Topics: police searches, vehicle searches, probable cause, interstate liquor transport, Fourth Amendment

Summary

Background

A driver, known locally for hauling liquor, was seen by two federal investigators near the Missouri–Oklahoma line. They recognized his Ford, thought the car looked heavily loaded, chased and forced it to the roadside, and then asked how much liquor was in the car. The driver admitted he had cases of liquor; officers found and seized them. He was convicted under a federal law banning importation into a dry state, and he moved to suppress the liquor as the product of an unlawful search. Lower courts split, and the case reached this Court on the Fourth Amendment question.

Reasoning

The central question was whether officers had probable cause to stop and search the moving car without a warrant. The Court compared these facts to an earlier vehicle-search case and found them substantially similar: the officer’s direct observations, prior arrests, reputation knowledge, the route from a known source, and the car’s appearance together supported a reasonable belief that contraband was being carried. The Court explained that probable cause requires reasonable grounds short of proof of guilt and that some evidence inadmissible at trial can properly be considered when a judge decides probable cause at a suppression hearing.

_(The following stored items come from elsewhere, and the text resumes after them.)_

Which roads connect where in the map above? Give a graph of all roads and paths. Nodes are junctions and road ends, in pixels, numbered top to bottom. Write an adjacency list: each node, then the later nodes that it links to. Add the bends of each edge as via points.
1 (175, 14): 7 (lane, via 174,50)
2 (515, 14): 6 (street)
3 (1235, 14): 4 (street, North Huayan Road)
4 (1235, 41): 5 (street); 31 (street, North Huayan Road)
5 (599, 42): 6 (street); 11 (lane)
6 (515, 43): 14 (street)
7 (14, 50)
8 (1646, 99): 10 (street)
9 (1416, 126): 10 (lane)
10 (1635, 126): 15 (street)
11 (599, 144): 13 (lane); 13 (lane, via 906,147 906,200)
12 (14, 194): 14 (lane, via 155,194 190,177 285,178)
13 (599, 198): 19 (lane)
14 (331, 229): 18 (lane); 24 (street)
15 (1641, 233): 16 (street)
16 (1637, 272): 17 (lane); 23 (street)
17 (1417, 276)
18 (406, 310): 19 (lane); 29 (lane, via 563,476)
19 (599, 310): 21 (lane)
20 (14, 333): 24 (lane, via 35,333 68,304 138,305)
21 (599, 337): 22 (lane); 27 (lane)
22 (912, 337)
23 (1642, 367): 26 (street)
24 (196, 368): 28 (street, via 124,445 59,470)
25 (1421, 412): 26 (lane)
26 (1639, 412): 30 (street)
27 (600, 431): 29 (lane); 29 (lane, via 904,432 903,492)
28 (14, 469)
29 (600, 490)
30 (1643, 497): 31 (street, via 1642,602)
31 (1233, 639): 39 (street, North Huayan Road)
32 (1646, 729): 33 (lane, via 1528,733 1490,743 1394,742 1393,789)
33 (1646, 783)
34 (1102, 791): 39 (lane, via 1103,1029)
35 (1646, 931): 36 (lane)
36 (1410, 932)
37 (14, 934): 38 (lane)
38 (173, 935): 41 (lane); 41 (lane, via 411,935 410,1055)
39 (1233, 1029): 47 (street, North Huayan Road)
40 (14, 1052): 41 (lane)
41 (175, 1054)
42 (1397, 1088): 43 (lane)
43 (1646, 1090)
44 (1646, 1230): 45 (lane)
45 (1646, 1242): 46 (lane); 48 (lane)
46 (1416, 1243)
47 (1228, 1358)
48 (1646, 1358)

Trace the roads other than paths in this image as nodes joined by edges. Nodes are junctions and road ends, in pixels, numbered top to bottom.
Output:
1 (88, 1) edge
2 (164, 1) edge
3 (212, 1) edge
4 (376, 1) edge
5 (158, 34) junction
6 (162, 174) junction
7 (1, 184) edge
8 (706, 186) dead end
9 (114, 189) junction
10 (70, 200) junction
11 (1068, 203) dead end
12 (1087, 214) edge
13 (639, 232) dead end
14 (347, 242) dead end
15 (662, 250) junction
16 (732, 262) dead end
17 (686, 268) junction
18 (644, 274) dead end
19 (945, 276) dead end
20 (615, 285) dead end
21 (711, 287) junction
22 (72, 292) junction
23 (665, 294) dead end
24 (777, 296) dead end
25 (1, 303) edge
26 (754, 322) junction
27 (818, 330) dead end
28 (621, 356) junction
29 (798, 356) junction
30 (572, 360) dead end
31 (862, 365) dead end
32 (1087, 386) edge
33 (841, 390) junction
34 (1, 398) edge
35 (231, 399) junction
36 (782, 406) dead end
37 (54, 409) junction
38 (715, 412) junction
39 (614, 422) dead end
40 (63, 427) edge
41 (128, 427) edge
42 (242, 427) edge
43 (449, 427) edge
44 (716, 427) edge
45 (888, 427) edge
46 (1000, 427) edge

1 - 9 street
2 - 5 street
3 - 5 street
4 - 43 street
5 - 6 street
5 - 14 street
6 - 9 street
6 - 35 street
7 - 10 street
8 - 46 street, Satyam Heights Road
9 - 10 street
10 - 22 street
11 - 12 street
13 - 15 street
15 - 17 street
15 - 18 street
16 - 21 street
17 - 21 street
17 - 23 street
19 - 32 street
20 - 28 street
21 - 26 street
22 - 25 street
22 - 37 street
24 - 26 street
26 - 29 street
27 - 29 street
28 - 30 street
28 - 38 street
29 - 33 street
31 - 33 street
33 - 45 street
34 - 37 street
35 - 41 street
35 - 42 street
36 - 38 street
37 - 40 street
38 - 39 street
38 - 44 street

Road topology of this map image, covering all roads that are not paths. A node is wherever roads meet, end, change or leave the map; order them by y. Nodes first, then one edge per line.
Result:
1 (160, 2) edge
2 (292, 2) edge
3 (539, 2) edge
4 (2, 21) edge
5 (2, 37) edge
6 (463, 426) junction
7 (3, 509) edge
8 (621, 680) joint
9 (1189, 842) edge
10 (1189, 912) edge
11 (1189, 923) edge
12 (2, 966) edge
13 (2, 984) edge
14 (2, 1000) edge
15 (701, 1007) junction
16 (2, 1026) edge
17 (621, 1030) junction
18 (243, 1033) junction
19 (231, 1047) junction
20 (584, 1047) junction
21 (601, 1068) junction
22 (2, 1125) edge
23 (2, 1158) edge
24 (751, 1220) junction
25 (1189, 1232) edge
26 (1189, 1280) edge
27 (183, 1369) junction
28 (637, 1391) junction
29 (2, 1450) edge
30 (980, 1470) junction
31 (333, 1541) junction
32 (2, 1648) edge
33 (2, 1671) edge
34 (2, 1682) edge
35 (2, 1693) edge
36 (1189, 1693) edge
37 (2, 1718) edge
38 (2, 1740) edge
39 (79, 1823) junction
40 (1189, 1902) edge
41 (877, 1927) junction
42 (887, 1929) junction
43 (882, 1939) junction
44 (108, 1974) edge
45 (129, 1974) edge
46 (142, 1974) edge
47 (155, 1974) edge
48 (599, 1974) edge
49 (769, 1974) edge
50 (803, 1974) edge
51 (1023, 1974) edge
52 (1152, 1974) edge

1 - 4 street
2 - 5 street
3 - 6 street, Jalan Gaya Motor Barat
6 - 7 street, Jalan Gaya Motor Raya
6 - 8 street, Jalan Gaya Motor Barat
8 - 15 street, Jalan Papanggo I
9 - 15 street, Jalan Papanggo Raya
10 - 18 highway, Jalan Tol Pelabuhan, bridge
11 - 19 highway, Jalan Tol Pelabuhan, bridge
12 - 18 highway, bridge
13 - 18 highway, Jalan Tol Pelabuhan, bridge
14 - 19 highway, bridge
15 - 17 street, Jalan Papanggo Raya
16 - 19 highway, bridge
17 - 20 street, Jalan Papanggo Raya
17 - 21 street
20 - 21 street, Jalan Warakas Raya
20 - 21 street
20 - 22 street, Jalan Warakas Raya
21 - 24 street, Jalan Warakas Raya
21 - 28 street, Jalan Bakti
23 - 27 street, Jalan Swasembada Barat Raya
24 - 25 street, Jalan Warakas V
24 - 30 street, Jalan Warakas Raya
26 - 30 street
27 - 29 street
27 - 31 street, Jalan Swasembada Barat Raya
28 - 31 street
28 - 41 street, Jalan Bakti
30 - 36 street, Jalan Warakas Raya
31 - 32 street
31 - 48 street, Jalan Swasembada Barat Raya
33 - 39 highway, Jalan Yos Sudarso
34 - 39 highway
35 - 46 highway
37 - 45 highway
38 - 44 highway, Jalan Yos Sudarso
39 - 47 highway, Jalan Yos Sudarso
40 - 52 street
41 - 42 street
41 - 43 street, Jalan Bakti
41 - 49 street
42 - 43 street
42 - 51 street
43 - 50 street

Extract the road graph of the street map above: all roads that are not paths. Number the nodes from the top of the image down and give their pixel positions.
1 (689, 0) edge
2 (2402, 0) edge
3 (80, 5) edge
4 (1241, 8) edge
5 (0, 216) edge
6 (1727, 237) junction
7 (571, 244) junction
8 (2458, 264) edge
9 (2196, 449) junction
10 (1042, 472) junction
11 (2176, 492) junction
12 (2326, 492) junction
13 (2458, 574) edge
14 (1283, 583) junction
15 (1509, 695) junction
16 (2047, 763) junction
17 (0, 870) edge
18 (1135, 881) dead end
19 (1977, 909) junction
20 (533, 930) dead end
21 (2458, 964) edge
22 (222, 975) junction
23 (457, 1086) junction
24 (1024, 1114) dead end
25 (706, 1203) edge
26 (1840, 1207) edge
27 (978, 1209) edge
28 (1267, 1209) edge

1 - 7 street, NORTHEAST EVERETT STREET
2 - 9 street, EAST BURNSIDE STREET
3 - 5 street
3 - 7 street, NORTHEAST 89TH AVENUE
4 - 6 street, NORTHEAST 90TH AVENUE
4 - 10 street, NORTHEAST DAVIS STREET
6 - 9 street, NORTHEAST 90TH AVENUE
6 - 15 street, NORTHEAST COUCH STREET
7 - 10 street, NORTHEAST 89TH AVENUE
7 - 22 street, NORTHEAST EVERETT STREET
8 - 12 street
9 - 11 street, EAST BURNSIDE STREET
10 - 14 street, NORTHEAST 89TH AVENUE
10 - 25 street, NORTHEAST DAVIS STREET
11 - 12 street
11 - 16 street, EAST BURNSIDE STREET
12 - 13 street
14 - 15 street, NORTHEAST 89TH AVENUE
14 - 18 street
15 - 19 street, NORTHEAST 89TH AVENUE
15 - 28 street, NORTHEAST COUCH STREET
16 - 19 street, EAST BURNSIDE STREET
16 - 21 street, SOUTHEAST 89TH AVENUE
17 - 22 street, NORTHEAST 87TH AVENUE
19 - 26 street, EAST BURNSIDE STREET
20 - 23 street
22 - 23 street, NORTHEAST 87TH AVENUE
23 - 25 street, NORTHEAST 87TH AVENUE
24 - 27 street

On that basis the Court affirmed the seizure and conviction.

Real world impact

The ruling lets officers rely on their observations and experience to justify warrantless car searches when those facts together make it reasonable to believe a crime is occurring. The opinion also warns that this is not a license for stopping every traveler; the Court emphasized that searches still must rest on more than mere suspicion.

Dissents or concurrances

A concurring justice said the driver’s on-the-spot admission made probable cause clear. A dissenting justice warned the decision expanded the power to stop and search cars and stressed stronger protections for privacy and warrants.